WHAT THE TASK ASKS :: Your answer consists of the lines in the data that contain "dead". Copy each of them.

== Segment start ==

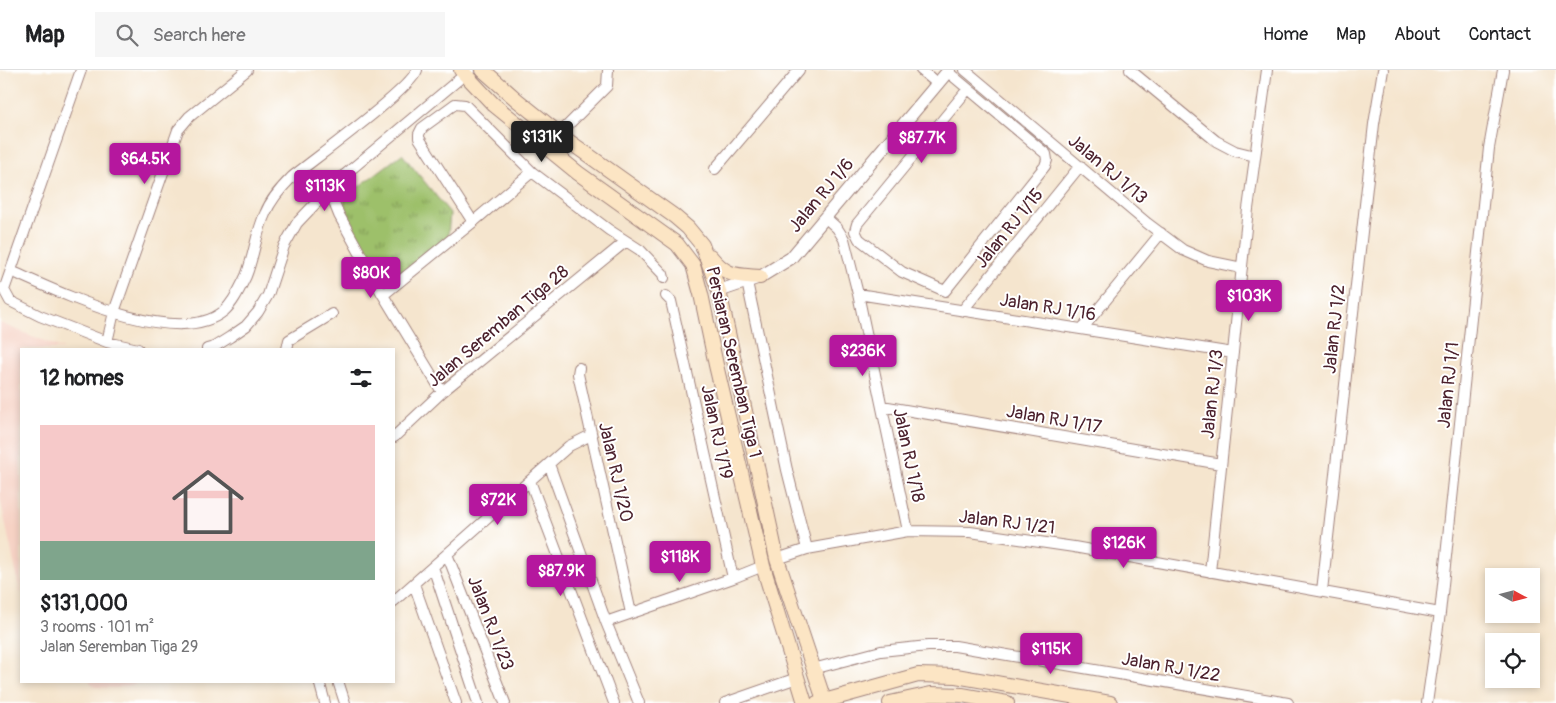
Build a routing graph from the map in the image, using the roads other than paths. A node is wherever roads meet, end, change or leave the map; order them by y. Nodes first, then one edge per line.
1 (81, 70) edge
2 (247, 70) edge
3 (417, 70) edge
4 (483, 70) edge
5 (608, 70) edge
6 (799, 70) edge
7 (921, 70) edge
8 (965, 70) edge
9 (1130, 70) edge
10 (1267, 70) edge
11 (1383, 70) edge
12 (1503, 70) edge
13 (948, 71) edge
14 (465, 72) edge
15 (938, 84) junction
16 (968, 89) junction
17 (559, 134) junction
18 (548, 148) junction
19 (1255, 156) junction
20 (1080, 166) junction
21 (715, 169) dead end
22 (532, 172) junction
23 (329, 190) junction
24 (826, 218) junction
25 (473, 222) junction
26 (855, 230) junction
27 (840, 232) junction
28 (1161, 233) junction
29 (626, 242) junction
30 (702, 245) junction
31 (1242, 268) junction
32 (11, 271) junction
33 (664, 278) dead end
34 (754, 280) junction
35 (2, 289) edge
36 (719, 291) junction
37 (945, 291) junction
38 (701, 294) junction
39 (858, 294) junction
40 (383, 295) junction
41 (666, 296) dead end
42 (938, 306) junction
43 (963, 310) junction
44 (114, 312) junction
45 (332, 314) dead end
46 (1082, 329) junction
47 (106, 342) junction
48 (287, 347) edge
49 (133, 348) edge
50 (210, 348) edge
51 (1233, 353) junction
52 (579, 368) dead end
53 (442, 392) junction
54 (882, 406) junction
55 (591, 435) junction
56 (395, 436) edge
57 (548, 464) junction
58 (1221, 464) junction
59 (530, 481) junction
60 (908, 531) junction
61 (807, 549) junction
62 (447, 554) junction
63 (777, 559) junction
64 (763, 566) junction
65 (432, 567) junction
66 (1210, 572) junction
67 (733, 578) junction
68 (414, 584) junction
69 (1322, 592) junction
70 (395, 601) edge
71 (631, 613) junction
72 (1440, 613) junction
73 (606, 622) junction
74 (813, 669) junction
75 (797, 678) junction
76 (319, 683) edge
77 (339, 683) edge
78 (821, 702) edge
79 (325, 703) edge
80 (346, 703) edge
81 (456, 703) edge
82 (478, 703) edge
83 (505, 703) edge
84 (614, 703) edge
85 (638, 703) edge
86 (725, 703) edge
87 (804, 703) edge
88 (890, 703) edge
89 (1007, 703) edge
90 (1110, 703) edge
91 (1288, 703) edge
92 (1427, 703) edge

1 - 32 street
2 - 44 street
3 - 44 street
4 - 17 main road, Persiaran Seremban Tiga 1
5 - 17 street
6 - 21 street
7 - 15 street
8 - 20 street, Jalan RJ 1/13
9 - 19 street
10 - 19 street, Jalan RJ 1/3
11 - 69 street, Jalan RJ 1/2
12 - 72 street, Jalan RJ 1/1
13 - 15 street, Jalan RJ 1/6
13 - 16 street
14 - 18 main road, Persiaran Seremban Tiga 1
14 - 23 street
15 - 24 street, Jalan RJ 1/6
16 - 26 street
16 - 37 street
17 - 18 street
17 - 30 main road, Persiaran Seremban Tiga 1
18 - 38 main road, Persiaran Seremban Tiga 1
19 - 31 street, Jalan RJ 1/3
20 - 28 street, Jalan RJ 1/13
20 - 43 street, Jalan RJ 1/15
22 - 25 street
22 - 25 street
22 - 29 street
23 - 40 street
23 - 50 street
24 - 27 street, Jalan RJ 1/18
24 - 34 street, Jalan RJ 1/6
25 - 40 street
26 - 27 street
26 - 37 street
27 - 39 street, Jalan RJ 1/18
28 - 31 street, Jalan RJ 1/13
28 - 46 street
29 - 33 street
29 - 53 street, Jalan Seremban Tiga 28
30 - 34 main road
30 - 36 main road, Persiaran Seremban Tiga 1
31 - 51 street, Jalan RJ 1/3
32 - 35 street
32 - 44 street
34 - 36 street, Jalan RJ 1/6
34 - 61 street
35 - 47 street
36 - 38 main road
36 - 63 main road, Persiaran Seremban Tiga 1
37 - 42 street
38 - 64 main road, Persiaran Seremban Tiga 1
39 - 42 street, Jalan RJ 1/16
39 - 54 street, Jalan RJ 1/18
40 - 53 street
41 - 67 street, Jalan RJ 1/19
42 - 43 street, Jalan RJ 1/16
43 - 46 street, Jalan RJ 1/16
44 - 47 street
45 - 48 street
46 - 51 street, Jalan RJ 1/16
47 - 49 street
51 - 58 street, Jalan RJ 1/3
52 - 55 street, Jalan RJ 1/20
53 - 56 street, Jalan Seremban Tiga 28
54 - 58 street, Jalan RJ 1/17
54 - 60 street, Jalan RJ 1/18
55 - 57 street
55 - 71 street, Jalan RJ 1/20
57 - 59 street
57 - 73 street
58 - 66 street, Jalan RJ 1/3
59 - 62 street
59 - 84 street
60 - 61 street, Jalan RJ 1/21
60 - 66 street, Jalan RJ 1/21
61 - 63 street, Jalan RJ 1/21
62 - 65 street
62 - 83 street, Jalan RJ 1/23
63 - 64 main road
63 - 74 main road, Persiaran Seremban Tiga 1
64 - 67 street
64 - 75 main road, Persiaran Seremban Tiga 1
65 - 68 street
65 - 82 street, Jalan RJ 1/23
66 - 69 street, Jalan RJ 1/21
67 - 71 street
68 - 70 street
68 - 81 street
69 - 72 street, Jalan RJ 1/21
71 - 73 street
72 - 92 street, Jalan RJ 1/1
73 - 85 street
74 - 78 main road, Persiaran Seremban Tiga 1
74 - 91 street, Jalan RJ 1/22
75 - 86 street
75 - 87 main road, Persiaran Seremban Tiga 1
76 - 79 street
77 - 80 street
78 - 90 main road
88 - 89 main road

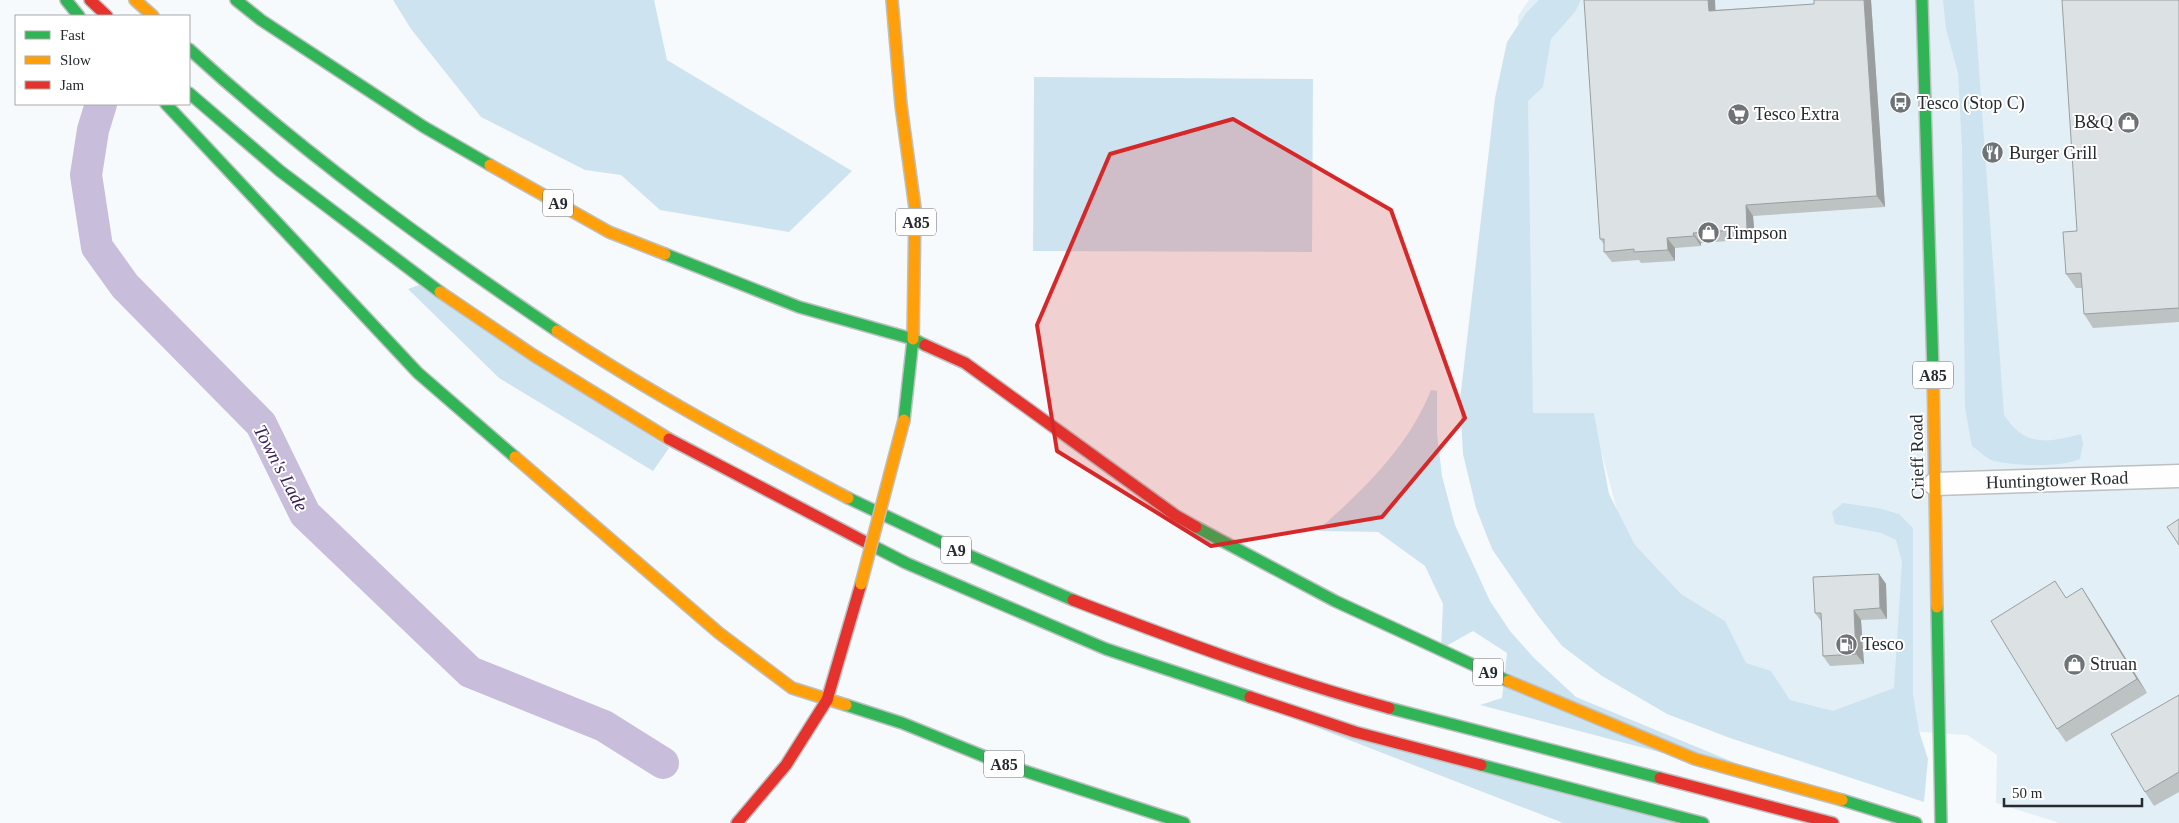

== Segment end ==

COMPLETED EXERCISE ::
21 (715, 169) dead end
33 (664, 278) dead end
41 (666, 296) dead end
45 (332, 314) dead end
52 (579, 368) dead end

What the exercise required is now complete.